• What is required:
Find every line containing the string "Circle" in the data below, and report how many there are, with no other words.

• Dataset entries:
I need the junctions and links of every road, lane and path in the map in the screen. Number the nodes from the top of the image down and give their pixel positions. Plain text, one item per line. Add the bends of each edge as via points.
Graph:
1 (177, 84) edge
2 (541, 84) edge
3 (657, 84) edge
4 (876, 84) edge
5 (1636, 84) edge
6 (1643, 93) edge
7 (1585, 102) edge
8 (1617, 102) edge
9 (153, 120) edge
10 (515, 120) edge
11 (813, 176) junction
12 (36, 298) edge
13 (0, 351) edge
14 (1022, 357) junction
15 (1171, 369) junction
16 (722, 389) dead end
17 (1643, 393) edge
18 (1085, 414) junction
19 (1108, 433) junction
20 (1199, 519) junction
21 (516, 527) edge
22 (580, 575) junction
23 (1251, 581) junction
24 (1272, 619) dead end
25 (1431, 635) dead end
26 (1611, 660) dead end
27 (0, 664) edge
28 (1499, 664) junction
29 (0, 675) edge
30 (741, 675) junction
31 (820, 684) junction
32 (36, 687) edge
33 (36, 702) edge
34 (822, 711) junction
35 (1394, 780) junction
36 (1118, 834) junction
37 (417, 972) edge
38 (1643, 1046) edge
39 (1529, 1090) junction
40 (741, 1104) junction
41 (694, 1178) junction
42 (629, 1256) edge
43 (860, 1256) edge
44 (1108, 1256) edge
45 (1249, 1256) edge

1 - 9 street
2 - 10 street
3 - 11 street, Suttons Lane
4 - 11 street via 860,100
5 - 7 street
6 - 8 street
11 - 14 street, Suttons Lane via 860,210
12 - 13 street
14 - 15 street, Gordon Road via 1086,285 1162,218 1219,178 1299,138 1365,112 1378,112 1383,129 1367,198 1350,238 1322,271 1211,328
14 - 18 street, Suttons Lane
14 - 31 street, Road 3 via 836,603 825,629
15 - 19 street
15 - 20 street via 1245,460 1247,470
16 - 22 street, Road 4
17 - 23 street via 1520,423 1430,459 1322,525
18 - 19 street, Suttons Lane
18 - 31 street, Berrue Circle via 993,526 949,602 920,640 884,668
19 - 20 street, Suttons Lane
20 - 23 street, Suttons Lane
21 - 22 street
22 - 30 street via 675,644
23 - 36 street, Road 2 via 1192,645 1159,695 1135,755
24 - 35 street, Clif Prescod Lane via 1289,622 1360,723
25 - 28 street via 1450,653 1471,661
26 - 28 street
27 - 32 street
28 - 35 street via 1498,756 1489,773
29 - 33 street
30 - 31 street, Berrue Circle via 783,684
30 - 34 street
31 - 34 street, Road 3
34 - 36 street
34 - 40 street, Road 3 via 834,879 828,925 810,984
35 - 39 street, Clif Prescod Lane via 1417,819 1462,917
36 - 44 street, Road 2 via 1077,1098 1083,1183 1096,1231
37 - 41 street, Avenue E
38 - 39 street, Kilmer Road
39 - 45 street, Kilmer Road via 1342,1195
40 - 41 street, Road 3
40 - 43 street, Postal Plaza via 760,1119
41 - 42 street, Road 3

• Task result:
2